An important peak sanctuary of the Middle Minoan period existed at the Plagia hill but now it is ruined.
The Ziros area is dotted with caves and also other geological features, the most important are: the cave of Agrilia, the cave of Lygias Spilios and the cave of Voevodas. The Ziros area has also many remarkable churches to show with the most important from all the painted church of St. Paraskevi dated back to 1523. The St. Nikolaos church has graffiti dated back to 14th and 15th century.
Anopolis village & plateau
Sfakia, South Hania
Anopolis is a small village, built on a small but fertile plateau, 12 km west from Sfakia at 600 m above sea level. There are still traces of the ruins of the ancient city that prospered around the 3rd century BC, who's port was Phoenix (Loutro). Ancient Anopolis was one of the thirty city - states that signed the peace decree with Eumenes B’ in 183 BC. and thus was able to mint its own coins.
During both the Venetian and the Turkish occupations, Anopolis was a center for revolutionary activities. It is the birth place of the freedom fighter Ioannis Daskalogiannis who's statue stands at the center of the village.There are three more small settlements, Limnia, Vigle and Pavliana on the same plateau.

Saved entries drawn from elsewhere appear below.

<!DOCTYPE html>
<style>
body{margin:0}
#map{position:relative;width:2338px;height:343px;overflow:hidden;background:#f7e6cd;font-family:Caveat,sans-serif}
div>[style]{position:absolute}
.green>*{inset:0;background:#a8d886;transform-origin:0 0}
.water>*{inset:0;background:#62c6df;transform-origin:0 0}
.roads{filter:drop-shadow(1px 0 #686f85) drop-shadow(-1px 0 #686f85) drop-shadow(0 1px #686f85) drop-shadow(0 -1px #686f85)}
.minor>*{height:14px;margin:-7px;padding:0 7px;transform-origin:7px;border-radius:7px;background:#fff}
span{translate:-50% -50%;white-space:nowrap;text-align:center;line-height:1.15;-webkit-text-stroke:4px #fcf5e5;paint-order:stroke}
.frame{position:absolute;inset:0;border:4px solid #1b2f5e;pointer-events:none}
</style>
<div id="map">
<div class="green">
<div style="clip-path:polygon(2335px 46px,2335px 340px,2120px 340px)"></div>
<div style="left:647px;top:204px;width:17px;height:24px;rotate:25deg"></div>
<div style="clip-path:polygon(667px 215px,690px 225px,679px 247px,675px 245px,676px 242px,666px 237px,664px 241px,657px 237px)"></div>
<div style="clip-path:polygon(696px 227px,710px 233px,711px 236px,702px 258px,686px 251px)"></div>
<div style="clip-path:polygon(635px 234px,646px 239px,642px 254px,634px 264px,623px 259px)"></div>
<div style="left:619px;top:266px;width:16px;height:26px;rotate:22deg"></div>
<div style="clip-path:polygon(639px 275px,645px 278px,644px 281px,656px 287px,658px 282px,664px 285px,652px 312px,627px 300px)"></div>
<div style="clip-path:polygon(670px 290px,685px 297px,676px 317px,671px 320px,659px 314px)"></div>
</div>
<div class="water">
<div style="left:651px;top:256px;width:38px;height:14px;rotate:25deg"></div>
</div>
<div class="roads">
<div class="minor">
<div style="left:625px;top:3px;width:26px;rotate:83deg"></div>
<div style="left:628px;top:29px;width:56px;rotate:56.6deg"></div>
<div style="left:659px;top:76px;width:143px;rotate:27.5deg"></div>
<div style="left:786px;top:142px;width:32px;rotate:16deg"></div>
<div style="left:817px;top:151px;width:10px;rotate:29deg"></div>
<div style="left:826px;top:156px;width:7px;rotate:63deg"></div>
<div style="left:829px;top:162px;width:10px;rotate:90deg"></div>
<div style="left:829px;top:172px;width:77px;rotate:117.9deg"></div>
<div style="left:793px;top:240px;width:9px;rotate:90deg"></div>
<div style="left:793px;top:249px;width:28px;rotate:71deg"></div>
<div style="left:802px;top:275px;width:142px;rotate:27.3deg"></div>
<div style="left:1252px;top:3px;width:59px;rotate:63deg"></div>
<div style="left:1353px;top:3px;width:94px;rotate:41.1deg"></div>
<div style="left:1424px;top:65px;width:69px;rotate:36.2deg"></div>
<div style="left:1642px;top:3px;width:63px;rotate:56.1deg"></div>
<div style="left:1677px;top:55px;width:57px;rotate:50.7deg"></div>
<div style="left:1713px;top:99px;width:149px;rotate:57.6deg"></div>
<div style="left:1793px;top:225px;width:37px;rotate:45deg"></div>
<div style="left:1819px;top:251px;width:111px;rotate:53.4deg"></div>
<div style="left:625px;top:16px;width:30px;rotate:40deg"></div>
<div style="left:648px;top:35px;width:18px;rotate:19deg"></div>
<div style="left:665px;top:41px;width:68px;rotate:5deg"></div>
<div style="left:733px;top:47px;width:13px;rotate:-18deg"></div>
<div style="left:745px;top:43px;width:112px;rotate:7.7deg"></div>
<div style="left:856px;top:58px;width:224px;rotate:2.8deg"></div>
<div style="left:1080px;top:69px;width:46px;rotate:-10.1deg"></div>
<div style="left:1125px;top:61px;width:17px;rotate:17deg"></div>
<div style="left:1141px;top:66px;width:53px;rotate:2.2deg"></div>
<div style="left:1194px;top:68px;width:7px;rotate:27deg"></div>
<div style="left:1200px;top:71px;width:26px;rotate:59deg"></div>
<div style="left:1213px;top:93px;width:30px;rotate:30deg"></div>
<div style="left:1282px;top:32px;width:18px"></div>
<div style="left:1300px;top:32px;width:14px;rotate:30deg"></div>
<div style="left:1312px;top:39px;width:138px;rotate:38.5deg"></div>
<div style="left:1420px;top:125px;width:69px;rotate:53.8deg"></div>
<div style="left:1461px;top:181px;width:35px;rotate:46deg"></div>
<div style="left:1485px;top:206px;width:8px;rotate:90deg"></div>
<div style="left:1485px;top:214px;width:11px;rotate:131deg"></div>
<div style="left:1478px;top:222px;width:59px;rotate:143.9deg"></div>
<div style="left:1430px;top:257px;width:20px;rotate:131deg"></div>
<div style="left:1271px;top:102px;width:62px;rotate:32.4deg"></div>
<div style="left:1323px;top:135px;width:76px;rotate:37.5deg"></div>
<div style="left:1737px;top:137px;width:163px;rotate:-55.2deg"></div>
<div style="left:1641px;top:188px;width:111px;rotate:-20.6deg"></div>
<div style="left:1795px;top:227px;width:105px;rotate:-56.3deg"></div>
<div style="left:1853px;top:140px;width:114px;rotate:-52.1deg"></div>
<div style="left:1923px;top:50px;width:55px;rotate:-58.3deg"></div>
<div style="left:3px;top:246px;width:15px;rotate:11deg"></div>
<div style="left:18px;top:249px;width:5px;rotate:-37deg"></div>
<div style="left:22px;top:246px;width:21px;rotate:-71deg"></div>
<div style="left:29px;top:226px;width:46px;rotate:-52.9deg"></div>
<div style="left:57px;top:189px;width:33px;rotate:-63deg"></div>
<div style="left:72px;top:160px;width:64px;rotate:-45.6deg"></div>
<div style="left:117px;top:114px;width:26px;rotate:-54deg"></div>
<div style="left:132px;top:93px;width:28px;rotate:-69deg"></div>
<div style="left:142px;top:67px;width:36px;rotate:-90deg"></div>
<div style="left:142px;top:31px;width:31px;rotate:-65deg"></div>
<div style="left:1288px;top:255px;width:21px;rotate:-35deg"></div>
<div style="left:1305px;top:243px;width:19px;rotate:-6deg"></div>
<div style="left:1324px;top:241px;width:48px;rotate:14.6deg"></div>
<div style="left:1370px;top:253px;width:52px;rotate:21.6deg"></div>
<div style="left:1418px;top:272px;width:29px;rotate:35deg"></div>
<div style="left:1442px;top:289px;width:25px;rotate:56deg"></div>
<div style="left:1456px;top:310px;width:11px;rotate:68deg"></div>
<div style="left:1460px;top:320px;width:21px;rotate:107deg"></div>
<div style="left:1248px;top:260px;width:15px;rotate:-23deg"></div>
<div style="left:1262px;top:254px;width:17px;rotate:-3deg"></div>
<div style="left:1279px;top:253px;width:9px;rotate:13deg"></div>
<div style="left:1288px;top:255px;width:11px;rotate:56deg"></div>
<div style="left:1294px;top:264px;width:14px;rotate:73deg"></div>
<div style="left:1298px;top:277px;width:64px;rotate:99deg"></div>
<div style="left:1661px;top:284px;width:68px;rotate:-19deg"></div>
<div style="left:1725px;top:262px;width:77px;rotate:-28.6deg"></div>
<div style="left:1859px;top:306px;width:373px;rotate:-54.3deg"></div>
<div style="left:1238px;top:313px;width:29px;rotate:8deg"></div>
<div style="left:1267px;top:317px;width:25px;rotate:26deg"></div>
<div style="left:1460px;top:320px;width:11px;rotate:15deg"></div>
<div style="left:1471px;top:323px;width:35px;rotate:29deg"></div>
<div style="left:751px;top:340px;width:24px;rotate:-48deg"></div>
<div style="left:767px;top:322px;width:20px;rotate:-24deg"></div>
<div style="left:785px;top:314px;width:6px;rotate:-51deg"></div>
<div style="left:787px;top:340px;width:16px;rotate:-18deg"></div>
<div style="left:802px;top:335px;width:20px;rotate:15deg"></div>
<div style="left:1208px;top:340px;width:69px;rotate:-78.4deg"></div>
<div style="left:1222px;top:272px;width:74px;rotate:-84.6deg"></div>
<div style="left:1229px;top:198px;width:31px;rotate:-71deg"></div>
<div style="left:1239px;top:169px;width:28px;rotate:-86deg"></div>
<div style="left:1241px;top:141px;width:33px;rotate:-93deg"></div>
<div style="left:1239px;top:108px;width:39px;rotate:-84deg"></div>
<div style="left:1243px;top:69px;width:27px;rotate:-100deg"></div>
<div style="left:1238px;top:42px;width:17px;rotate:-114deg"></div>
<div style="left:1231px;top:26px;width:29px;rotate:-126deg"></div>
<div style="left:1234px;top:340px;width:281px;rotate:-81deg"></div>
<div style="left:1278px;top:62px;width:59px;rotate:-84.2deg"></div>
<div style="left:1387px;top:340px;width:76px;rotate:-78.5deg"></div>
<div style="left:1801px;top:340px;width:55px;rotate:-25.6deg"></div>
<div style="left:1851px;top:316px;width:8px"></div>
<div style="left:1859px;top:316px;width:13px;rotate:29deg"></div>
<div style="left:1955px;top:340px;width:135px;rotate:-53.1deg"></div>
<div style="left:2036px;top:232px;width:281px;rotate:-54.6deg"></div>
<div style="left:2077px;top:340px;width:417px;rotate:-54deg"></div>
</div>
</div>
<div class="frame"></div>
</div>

The mountainous landscape is of outstanding wild beauty. In the village there are rooms for rent and a tavern.The village is worth visiting not only for its natural beauty but also for the opportunity to explore the White Mountains. One of the best hikes is to descent to the shore through the ravine of Aradena, a five hour walk through an imposing ravine that ends up to the wonderful beach of Marmara.